2) Appraisal Costs–costs associated with measuring, evaluating or auditing products or services to assure conformance with quality standards and performance standards.
After prevention, you must work on detection of defects, which means inspection of a product or auditing of processes in order to find out whether defects are occurring, and if so, what their root cause is of those defects that are detected.
3) Failure Costs (Internal and External)
Let’s say that a defect does occur. This is a quality failure. What do you do now? You must of course try to repair or rework those products which are found to have defects before sending them out to the consumer. The cost of this repair or rework is an internal failure cost, meaning a cost of correcting a quality failure that is detected while the product is internal to the company.
There is the off chance that your detection methods may miss a product with defects, and those defects may be found out by the customer. In those cases, the costs are handled through a warranty program. However, if the defective product, such as an automobile, causes property damage to another vehicle or causes injury to another driver, it can become a product liability issue. Both of these costs are examples of an external failure cost, meaning a cost of correcting a quality failure that is detected while the product is external to the company, i.e., in the customer’s possession.

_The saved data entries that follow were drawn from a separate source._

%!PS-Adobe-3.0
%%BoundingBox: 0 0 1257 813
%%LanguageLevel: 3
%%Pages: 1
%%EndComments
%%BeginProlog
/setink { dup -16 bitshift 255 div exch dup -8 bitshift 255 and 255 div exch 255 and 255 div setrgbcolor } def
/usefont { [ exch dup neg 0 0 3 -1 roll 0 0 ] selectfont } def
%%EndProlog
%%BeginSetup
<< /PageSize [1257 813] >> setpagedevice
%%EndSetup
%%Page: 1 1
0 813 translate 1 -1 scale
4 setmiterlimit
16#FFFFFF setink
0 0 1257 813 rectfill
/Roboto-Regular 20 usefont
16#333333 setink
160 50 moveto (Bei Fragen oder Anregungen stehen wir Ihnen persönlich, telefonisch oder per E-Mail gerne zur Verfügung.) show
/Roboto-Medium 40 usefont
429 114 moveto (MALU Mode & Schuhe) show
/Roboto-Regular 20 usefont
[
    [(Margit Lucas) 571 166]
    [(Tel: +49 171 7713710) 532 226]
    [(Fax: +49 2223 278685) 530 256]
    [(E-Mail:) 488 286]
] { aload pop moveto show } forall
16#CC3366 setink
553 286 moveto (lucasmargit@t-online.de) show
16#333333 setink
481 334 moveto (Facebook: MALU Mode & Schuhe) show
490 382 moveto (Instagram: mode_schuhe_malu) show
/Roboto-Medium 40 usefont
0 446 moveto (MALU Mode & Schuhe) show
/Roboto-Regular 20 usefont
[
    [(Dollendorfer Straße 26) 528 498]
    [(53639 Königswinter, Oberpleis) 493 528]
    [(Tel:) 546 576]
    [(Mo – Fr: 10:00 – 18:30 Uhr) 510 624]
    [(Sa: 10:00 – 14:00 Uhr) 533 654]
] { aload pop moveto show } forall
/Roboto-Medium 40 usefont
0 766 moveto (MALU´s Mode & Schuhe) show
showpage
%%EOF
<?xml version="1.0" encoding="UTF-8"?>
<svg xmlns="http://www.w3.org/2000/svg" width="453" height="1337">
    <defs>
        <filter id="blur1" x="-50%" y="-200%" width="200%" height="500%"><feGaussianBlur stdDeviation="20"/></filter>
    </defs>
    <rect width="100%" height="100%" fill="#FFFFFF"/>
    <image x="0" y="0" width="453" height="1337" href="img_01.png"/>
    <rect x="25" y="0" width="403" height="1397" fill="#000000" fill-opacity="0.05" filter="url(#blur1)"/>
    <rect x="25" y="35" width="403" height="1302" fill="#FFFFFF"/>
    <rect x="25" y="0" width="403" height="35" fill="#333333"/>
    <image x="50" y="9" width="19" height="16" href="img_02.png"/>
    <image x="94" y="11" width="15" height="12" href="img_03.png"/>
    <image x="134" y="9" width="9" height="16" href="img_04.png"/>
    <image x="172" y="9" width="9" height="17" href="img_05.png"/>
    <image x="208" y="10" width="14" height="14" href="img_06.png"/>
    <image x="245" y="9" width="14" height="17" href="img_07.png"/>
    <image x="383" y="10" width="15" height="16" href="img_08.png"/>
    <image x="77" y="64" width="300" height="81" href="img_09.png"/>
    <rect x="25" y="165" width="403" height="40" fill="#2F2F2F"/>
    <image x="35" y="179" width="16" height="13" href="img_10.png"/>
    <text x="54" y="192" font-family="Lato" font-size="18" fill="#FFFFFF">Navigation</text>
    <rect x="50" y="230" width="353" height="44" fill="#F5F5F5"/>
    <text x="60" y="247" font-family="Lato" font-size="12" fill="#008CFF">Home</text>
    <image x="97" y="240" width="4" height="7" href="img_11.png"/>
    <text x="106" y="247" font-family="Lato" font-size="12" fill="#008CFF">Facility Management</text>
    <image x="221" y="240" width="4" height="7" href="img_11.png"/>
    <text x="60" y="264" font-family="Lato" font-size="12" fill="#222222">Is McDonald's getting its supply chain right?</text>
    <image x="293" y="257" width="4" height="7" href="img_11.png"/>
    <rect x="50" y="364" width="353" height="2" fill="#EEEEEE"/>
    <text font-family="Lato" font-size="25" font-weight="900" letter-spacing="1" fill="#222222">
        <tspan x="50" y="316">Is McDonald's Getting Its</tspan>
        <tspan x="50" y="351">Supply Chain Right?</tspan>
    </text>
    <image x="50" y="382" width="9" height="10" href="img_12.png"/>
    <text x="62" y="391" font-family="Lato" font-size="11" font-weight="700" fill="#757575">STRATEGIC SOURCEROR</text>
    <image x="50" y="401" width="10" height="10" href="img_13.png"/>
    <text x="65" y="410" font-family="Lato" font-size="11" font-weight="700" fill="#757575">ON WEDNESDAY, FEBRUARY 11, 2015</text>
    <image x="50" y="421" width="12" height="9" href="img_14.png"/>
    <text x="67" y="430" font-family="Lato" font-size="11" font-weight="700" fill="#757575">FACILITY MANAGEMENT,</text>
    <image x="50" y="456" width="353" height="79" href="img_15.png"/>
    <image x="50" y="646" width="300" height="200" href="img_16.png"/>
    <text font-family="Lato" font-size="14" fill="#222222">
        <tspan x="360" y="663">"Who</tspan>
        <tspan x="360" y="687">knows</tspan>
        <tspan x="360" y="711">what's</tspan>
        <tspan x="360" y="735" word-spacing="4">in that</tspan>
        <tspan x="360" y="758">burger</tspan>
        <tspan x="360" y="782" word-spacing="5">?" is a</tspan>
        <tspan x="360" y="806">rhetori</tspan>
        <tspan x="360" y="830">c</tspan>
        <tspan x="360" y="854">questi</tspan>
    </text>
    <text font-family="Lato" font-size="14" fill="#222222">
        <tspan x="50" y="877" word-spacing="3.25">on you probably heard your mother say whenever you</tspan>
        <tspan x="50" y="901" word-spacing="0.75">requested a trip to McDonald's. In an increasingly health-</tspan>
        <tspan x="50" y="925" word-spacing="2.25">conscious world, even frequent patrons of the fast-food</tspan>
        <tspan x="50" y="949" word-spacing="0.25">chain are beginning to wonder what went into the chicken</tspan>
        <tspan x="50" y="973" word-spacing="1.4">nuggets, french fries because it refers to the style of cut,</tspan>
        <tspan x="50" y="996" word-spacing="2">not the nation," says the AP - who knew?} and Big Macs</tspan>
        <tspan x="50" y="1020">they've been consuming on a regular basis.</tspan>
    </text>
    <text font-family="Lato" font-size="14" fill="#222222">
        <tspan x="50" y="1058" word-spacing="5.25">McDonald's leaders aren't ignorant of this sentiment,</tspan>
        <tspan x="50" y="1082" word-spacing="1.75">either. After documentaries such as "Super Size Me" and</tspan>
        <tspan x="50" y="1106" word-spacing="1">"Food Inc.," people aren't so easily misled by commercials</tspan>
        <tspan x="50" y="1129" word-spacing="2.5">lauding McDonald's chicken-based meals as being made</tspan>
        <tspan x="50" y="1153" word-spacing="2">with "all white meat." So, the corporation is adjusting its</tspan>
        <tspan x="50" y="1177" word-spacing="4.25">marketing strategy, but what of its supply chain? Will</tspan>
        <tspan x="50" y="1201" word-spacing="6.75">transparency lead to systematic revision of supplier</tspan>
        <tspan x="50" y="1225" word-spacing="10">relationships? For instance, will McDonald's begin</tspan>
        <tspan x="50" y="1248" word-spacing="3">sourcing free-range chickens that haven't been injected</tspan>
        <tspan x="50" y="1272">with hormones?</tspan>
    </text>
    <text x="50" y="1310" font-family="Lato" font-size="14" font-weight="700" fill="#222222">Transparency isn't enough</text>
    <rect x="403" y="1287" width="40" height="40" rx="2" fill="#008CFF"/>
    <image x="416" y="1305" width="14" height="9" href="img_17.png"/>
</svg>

All three of these cost categories, prevention, appraisal, and failure costs, are what make the sum total of cost of quality.

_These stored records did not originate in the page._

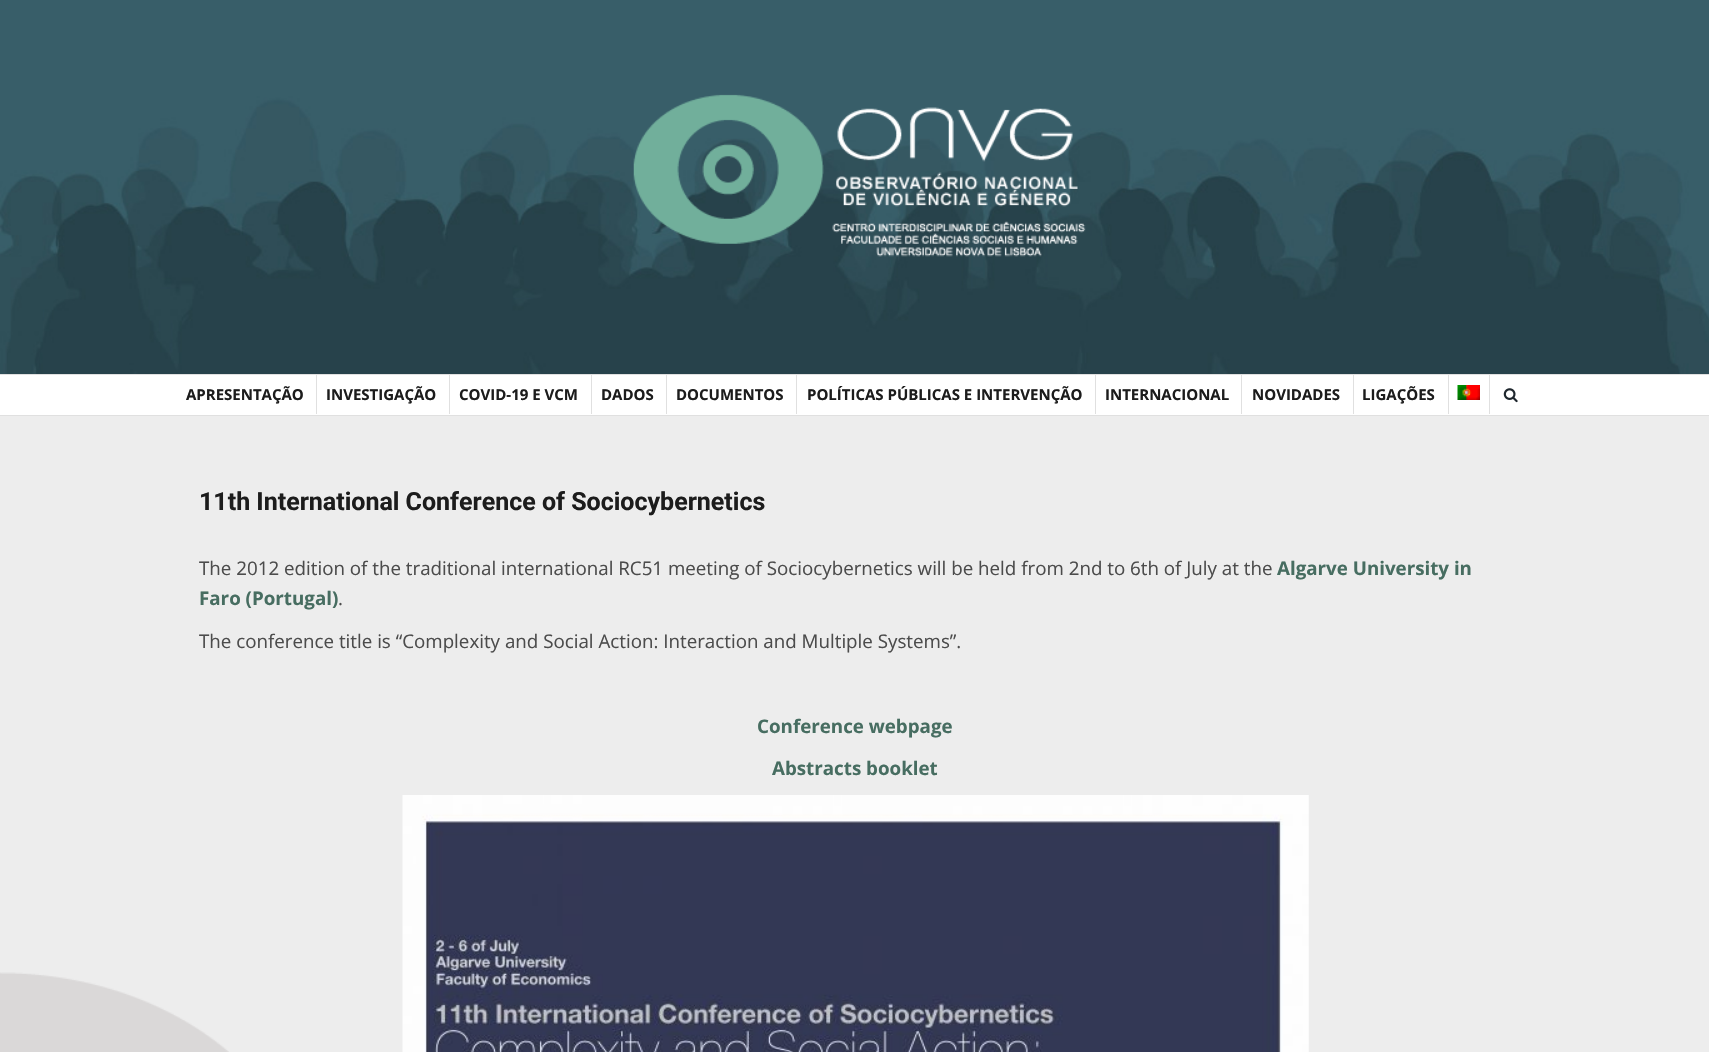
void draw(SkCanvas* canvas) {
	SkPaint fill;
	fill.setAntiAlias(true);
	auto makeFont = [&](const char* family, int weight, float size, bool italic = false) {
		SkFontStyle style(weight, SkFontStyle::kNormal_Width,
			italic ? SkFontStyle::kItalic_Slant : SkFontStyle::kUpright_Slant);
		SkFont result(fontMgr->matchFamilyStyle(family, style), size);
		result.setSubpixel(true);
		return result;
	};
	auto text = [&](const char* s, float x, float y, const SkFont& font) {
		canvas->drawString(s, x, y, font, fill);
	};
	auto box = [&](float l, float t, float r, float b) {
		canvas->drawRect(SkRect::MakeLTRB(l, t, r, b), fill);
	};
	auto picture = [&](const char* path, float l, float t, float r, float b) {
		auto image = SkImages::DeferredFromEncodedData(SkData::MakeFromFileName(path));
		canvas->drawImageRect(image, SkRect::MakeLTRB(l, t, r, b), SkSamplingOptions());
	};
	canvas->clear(0xFFEDEDED);
	picture("image0.png", 0, 972, 229, 1052);
	picture("image1.png", 0, 0, 1709, 374);
	fill.setColor(0xFFE0E0E0);
	box(0, 374, 1709, 375);
	picture("image2.png", 633, 94, 1086, 257);
	fill.setColor(0xFFFFFFFF);
	box(0, 375, 1709, 415);
	fill.setColor(0xFFE0E0E0);
	box(0, 415, 1709, 416);
	box(316, 375, 317, 414);
	box(449, 375, 450, 414);
	box(591, 375, 592, 414);
	box(666, 375, 667, 414);
	box(796, 375, 797, 414);
	box(1095, 375, 1096, 414);
	box(1241, 375, 1242, 414);
	box(1353, 375, 1354, 414);
	box(1448, 375, 1449, 414);
	box(1489, 375, 1490, 414);
	picture("image3.png", 1457, 385, 1480, 400);
	picture("image4.png", 1503, 388, 1518, 403);
	picture("image5.png", 402, 795, 1309, 1052);
	auto font1 = makeFont("Open Sans", 700, 15);
	fill.setColor(0xFF1C1C1C);
	text("APRESENTAÇÃO", 186, 400, font1);
	text("INVESTIGAÇÃO", 326, 400, font1);
	text("COVID-19 E VCM", 459, 400, font1);
	text("DADOS", 601, 400, font1);
	text("DOCUMENTOS", 676, 400, font1);
	text("POLÍTICAS PÚBLICAS E INTERVENÇÃO", 807, 400, font1);
	text("INTERNACIONAL", 1105, 400, font1);
	text("NOVIDADES", 1252, 400, font1);
	text("LIGAÇÕES", 1362, 400, font1);
	auto font2 = makeFont("Roboto", 700, 25);
	text("11th International Conference of Sociocybernetics", 199, 510, font2);
	auto font3 = makeFont("Open Sans", 400, 18.75f);
	fill.setColor(0xFF4C4C4C);
	text("The 2012 edition of the traditional international RC51 meeting of Sociocybernetics will be held from 2nd to 6th of July at the", 199, 575, font3);
	auto font4 = makeFont("Open Sans", 700, 18.75f);
	fill.setColor(0xFF476D61);
	text("Algarve University in", 1277, 575, font4);
	text("Faro (Portugal)", 199, 605, font4);
	fill.setColor(0xFF4C4C4C);
	text(".", 338, 605, font3);
	text("The conference title is “Complexity and Social Action: Interaction and Multiple Systems”.", 199, 648, font3);
	fill.setColor(0xFF476D61);
	text("Conference webpage", 757, 733, font4);
	text("Abstracts booklet", 772, 775, font4);
}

Here’s a chart taken from the first chapter of their book which shows the relationship between the Sigma level of a company’s processes, what this translates into in terms of number of defects, and what the cost of quality is to create that sigma level expressed in terms of the percentage of sales revenue.
COST OF QUALITY | ||
Sigma Level | Defects per million opportunities | Cost of Quality (% of sales) |
2 (noncompetitive) | 308,537 | N.A. |
3 | 66,807 | 25-40% |
4 (industry average) | 6,210 | 15-25% |
5 | 233 | 5-15% |
6 (world class) | 3.4 | < 1% |
Note that, for each increase in sigma level, the cost to a company of nonconformance, what we have been calling, the “cost of quality”, gets reduced by about 10%, meaning that the net income of a company increases about 10% for each Sigma level.
So if you ask why so many companies put effort into raising their sigma level, the above chart tells the story: because it is one of the most readily available ways for any company to increase its income. So rather than asking a company why it is incorporating Six Sigma methods in its manufacturing and/or commercial processes, the better question is, why isn’t a company doing it? Now just because it is readily available, doesn’t mean that is it easy. Jack Welch, the CEO of GE for 20 years from 1981-2001, said that incorporating Six Sigma into GE’s processes was one of the most difficult “stretch goals” the company had ever undertaken. But it definitely ended up being one of the most rewarding.